Rian is 26, divorced, splitting custody of a seven-year-old son and two-year-old daughter, which explains the mini 4-wheeler in the garage, child car seat and pink rain coat hanging on the wall. He is the owner of a 450-cow dairy farm and a 5-bedroom home with stunning views of overlapping gumdrop shaped grassy knolls. This is about a 3-minute drive to the Hobbiton movie set. Peter Jackson flew over Rian’s farm and thought, yeah, let’s make a movie here.

He’s of Dutch descent made apparent by his wild blonde hair, piercing blue eyes and thick well-kempt beard. But his accent is true kiwi. He wears the same outfit everyday. Mud stained blue overalls tucked into gumboots with a red flannel shirt barely visible underneath a wool sweater perpetually covered in what appears to be sawdust.

Digger used to work for Rian so he stops by the farm to check in whenever he goes into town. They are talking in Farmese so I’m listening but I don’t have much to contribute. He tells Digger he needs to put urea on his front paddocks.

“Why’s that?” Perfect question to ask a farmer who knows and loves his trade.

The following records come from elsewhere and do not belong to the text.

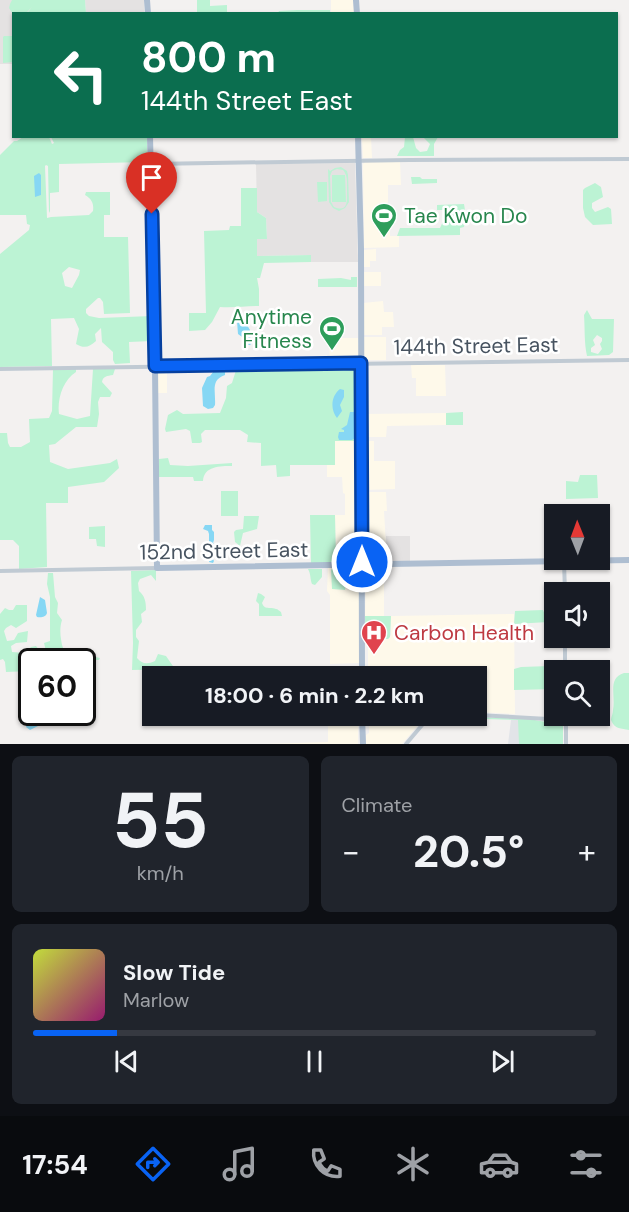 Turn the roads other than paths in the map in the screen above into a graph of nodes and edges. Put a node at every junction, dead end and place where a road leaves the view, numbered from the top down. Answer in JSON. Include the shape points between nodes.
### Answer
{"nodes":[{"id":1,"x":150,"y":138,"type":"edge"},
{"id":2,"x":358,"y":138,"type":"edge"},
{"id":3,"x":629,"y":159,"type":"edge"},
{"id":4,"x":359,"y":160,"type":"junction"},
{"id":5,"x":151,"y":164,"type":"junction"},
{"id":6,"x":629,"y":360,"type":"edge"},
{"id":7,"x":361,"y":363,"type":"junction"},
{"id":8,"x":155,"y":366,"type":"junction"},
{"id":9,"x":0,"y":369,"type":"edge"},
{"id":10,"x":610,"y":560,"type":"edge"},
{"id":11,"x":629,"y":560,"type":"edge"},
{"id":12,"x":544,"y":561,"type":"edge"},
{"id":13,"x":362,"y":565,"type":"junction"},
{"id":14,"x":157,"y":568,"type":"junction"},
{"id":15,"x":0,"y":571,"type":"edge"},
{"id":16,"x":362,"y":666,"type":"edge"},
{"id":17,"x":487,"y":715,"type":"edge"},
{"id":18,"x":544,"y":717,"type":"edge"},
{"id":19,"x":362,"y":726,"type":"edge"},
{"id":20,"x":421,"y":726,"type":"edge"},
{"id":21,"x":566,"y":726,"type":"edge"},
{"id":22,"x":362,"y":744,"type":"edge"},
{"id":23,"x":406,"y":744,"type":"edge"},
{"id":24,"x":566,"y":744,"type":"edge"}],
"edges":[{"from":1,"to":5,"type":"main road"},
{"from":2,"to":4,"type":"main road"},
{"from":3,"to":4,"type":"street"},
{"from":4,"to":5,"type":"street"},
{"from":4,"to":7,"type":"main road"},
{"from":5,"to":8,"type":"main road"},
{"from":6,"to":7,"type":"street","name":"144th Street East"},
{"from":7,"to":8,"type":"street","name":"144th Street East"},
{"from":7,"to":13,"type":"main road"},
{"from":8,"to":9,"type":"street","name":"144th Street East"},
{"from":8,"to":14,"type":"main road"},
{"from":10,"to":11,"type":"main road","name":"152nd Street East"},
{"from":12,"to":13,"type":"main road","name":"152nd Street East"},
{"from":13,"to":14,"type":"main road","name":"152nd Street East"},
{"from":13,"to":16,"type":"main road"},
{"from":14,"to":15,"type":"street","name":"152nd Street East"},
{"from":17,"to":18,"type":"street"},
{"from":19,"to":22,"type":"main road"},
{"from":20,"to":23,"type":"street"},
{"from":21,"to":24,"type":"street"}]}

“Well,” he takes a drag from his Pall Mall held in his just-long-enough stub of an index finger. “The grass is a bit yellow and you never want that especially with the paddocks by the road. They need extra nitrogen…” He goes on and I understand a few words here and there.

Rian is every journalist’s dream. Give him a simple question about farming and he returns with a concise scientific explanation and somehow manages to sneak in life lessons. He mentions nonchalantly that most dairy farms in New Zealand aren’t going to turn a profit this year. Just last night the outlook for New Zealand milk dropped another 10 percent. Banks are foreclosing on the “sloppy farmers” who are in debt and can’t turn a profit.

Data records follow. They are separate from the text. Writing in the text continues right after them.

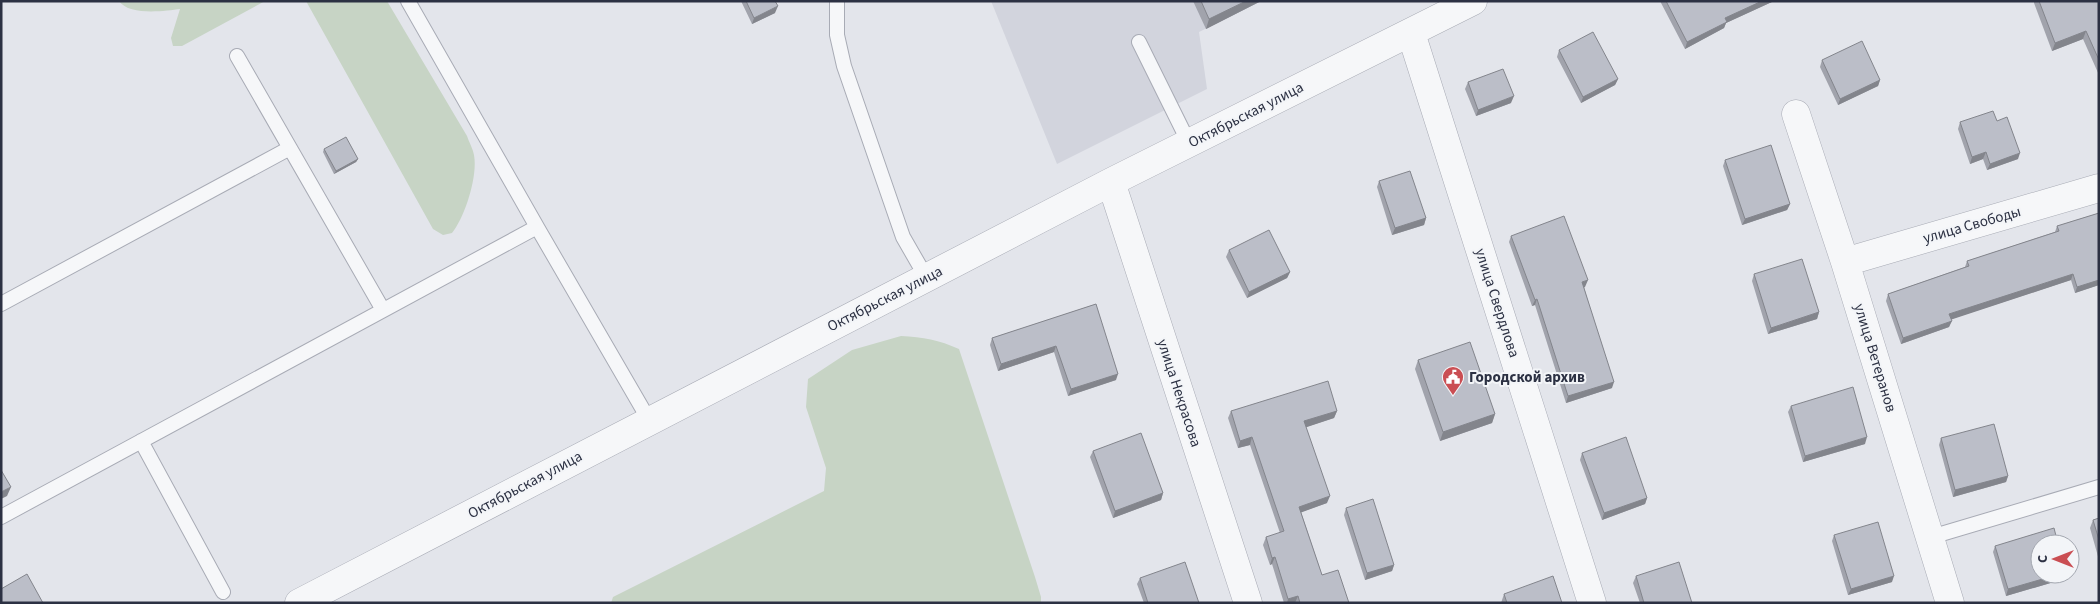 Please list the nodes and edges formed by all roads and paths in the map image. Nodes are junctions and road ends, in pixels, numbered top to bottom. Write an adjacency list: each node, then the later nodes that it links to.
1 (408, 1): 12 (lane)
2 (837, 1): 14 (lane)
3 (1473, 1): 4 (street, Октябрьская улица)
4 (1411, 33): 8 (street, Октябрьская улица); 26 (street, улица Свердлова)
5 (1139, 42): 8 (lane)
6 (237, 56): 9 (lane)
7 (1796, 114): 13 (street, улица Ветеранов)
8 (1189, 143): 10 (street, Октябрьская улица)
9 (290, 148): 15 (lane); 16 (lane)
10 (1111, 182): 14 (street, Октябрьская улица); 25 (street, улица Некрасова)
11 (2099, 188): 13 (street, улица Свободы)
12 (537, 226): 16 (lane); 17 (lane)
13 (1845, 262): 21 (street, улица Ветеранов)
14 (926, 277): 17 (street, Октябрьская улица)
15 (1, 304)
16 (383, 310): 18 (lane)
17 (649, 420): 24 (street, Октябрьская улица)
18 (141, 441): 20 (lane); 22 (lane)
19 (2099, 487): 21 (lane)
20 (1, 517)
21 (1931, 537): 23 (street, улица Ветеранов)
22 (223, 592)
23 (1946, 602)
24 (300, 603)
25 (1248, 603)
26 (1592, 603) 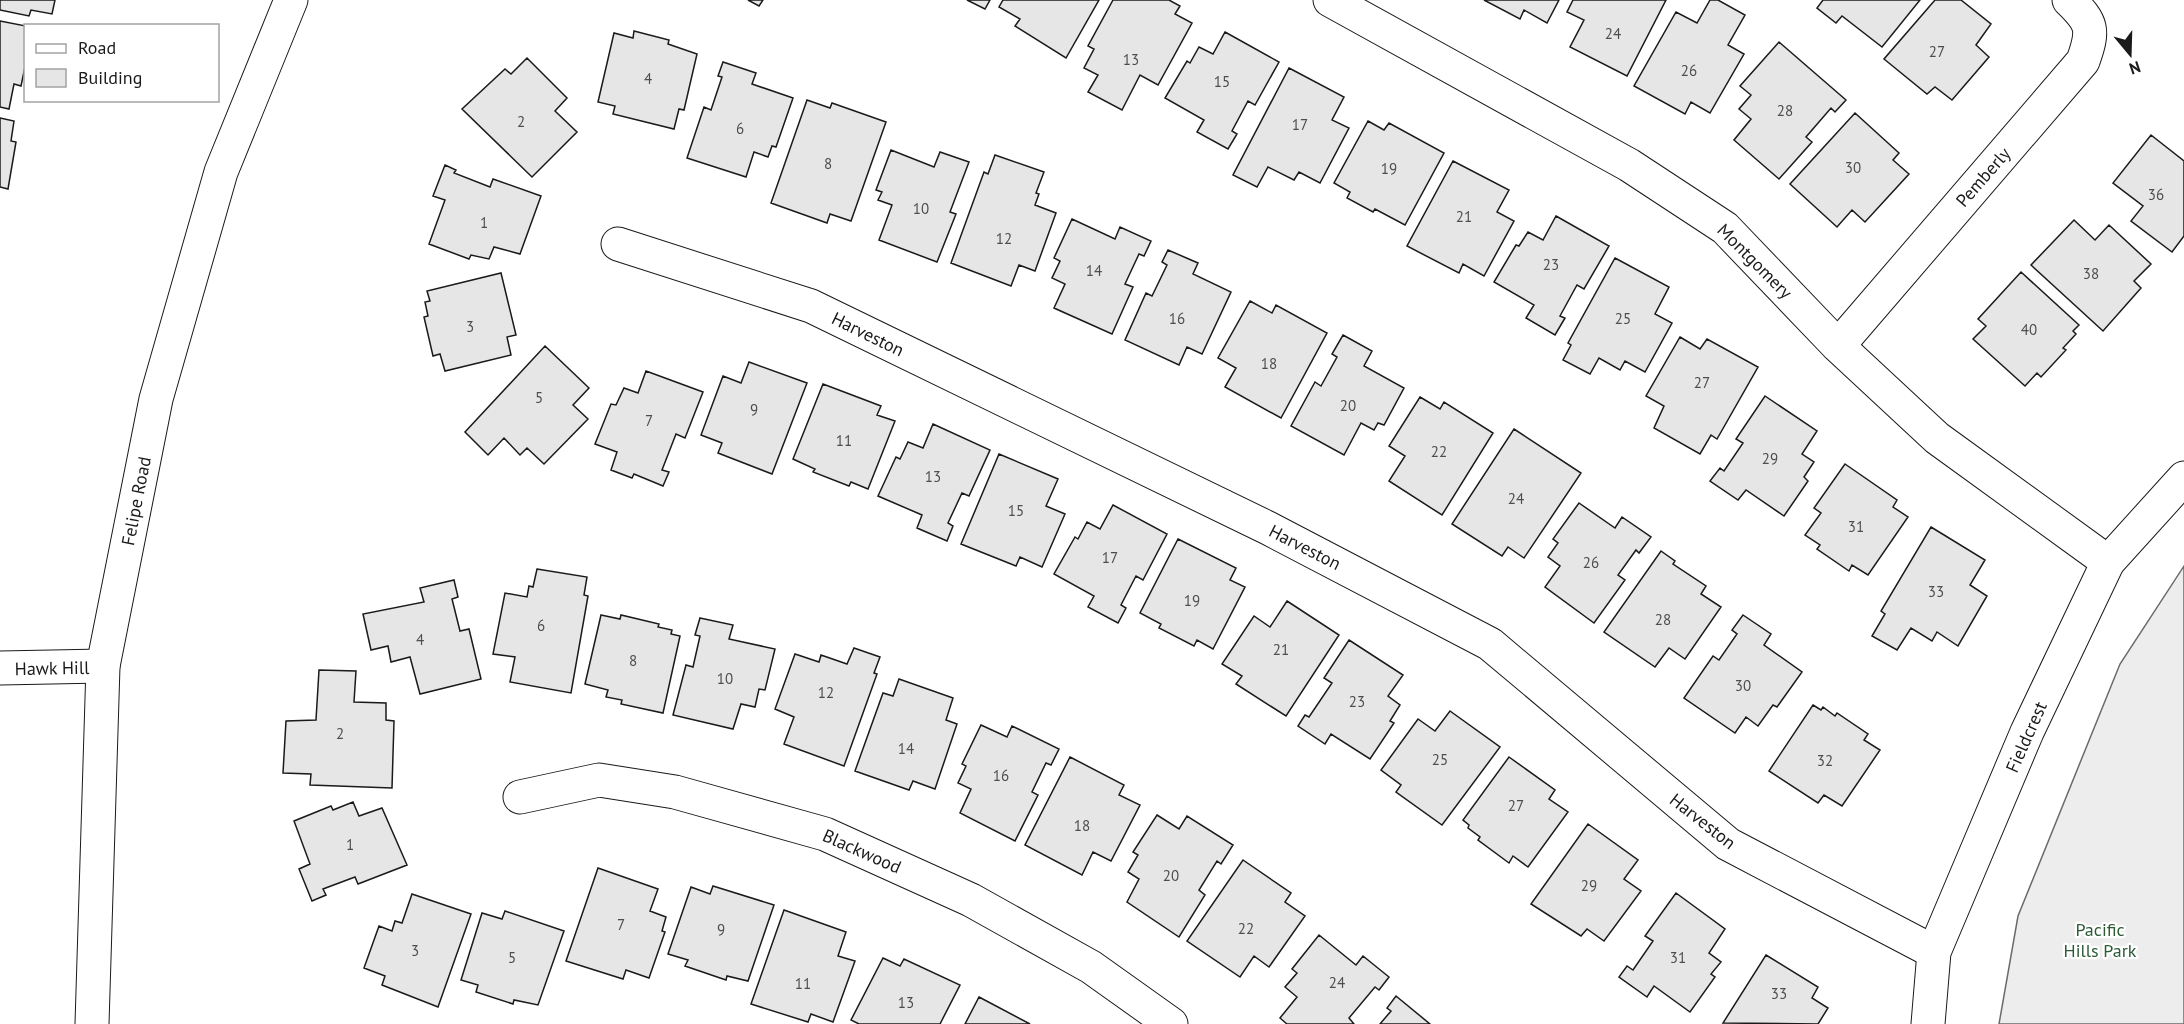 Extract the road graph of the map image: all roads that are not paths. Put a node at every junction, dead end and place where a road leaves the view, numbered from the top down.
1 (291, 0) edge
2 (1330, 0) edge
3 (2069, 0) edge
4 (618, 244) dead end
5 (1838, 346) junction
6 (2184, 478) edge
7 (2108, 562) junction
8 (104, 666) junction
9 (0, 668) edge
10 (520, 797) dead end
11 (1934, 952) junction
12 (92, 1024) edge
13 (1171, 1024) edge
14 (1928, 1024) edge

1 - 8 street, Felipe Road
2 - 5 street, Montgomery
3 - 5 street, Pemberly
4 - 11 street, Harveston
5 - 7 street, Montgomery
6 - 7 street, Fieldcrest
7 - 11 street, Fieldcrest
8 - 9 street, Hawk Hill
8 - 12 street, Felipe Road
10 - 13 street, Blackwood
11 - 14 street, Fieldcrest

As he’s leaving he tells me I’m coming to his farm this afternoon to milk cows.

“You’ve never milked a cow, right?” He asks. “OK, then you’re coming. And I’m not paying you.”

I grab my raincoat and jump in his truck. Once we start driving, I ask him to elaborate on why dairy farms aren’t going to make any money.

The last few summers have brought terrible droughts and the EU has recently decided not to sell produce and dairy to Russia, there’s similar conflict with China, and New Zealand has morals so they are sticking with Europe, meaning high supply and low demand.

“Don’t you get stressed out knowing you aren’t going to make any money this year?” I ask.

“It’s like the weather,” he says as we drive through a patch of rain and fog.

Sometimes it rains, sometimes it’s sunny. There’s no use in stressing about it.”

He explains how farmers are used to this routine. You live most of your life poor and in debt but you die rich. You pass on your land, wealth and assets to your children.

“If you buy 100 hectares and just sit on it for 50 years, you will make money. Milking is just a way to pay the mortgage, pay my staff, pay for maintenance. It’s about a 5% profit margin.”

Farmers make money other ways. Buying and selling stock is where most of Rian’s cash flow comes from. He has a reliable worker, Chad, living on the house on the farm and a young jumped up worker, Jack (“He thinks he is God’s gift to farming”), living with him at his house next door. With good staff, he has a lot of freedom to plan his day how he wants.

“All I have to do everyday is feed my animals and milk my cows,” Rian says. “Beyond that, I can do whatever I want.”

He says you have to do find ways to keep busy. He constantly makes improvements on his land to increase the value. He points to his shed. It costs him about $25,000 to build it and install electricity, lighting. Down the line it will be worth $30,0000.

“Some guys make 50 grand a year and have a great time but at the end of the year, they have nothing to show for it.”

For someone as young as 26, this guy really has his shit figured out. Rian is a long-term thinker. A year can bring profit or loss. It doesn’t matter. He says if you work hard everyday, everything will be fine.

I tell him on my first day on Digger’s farm I asked him, looking around at the green fields and Kaimai ranges in the distance, “Do you ever stop and realize how awesome your life is?”

“I’m living the dream,” Rian says. “When you’re a kid you play with toy tractors and trucks. That’s what I do.”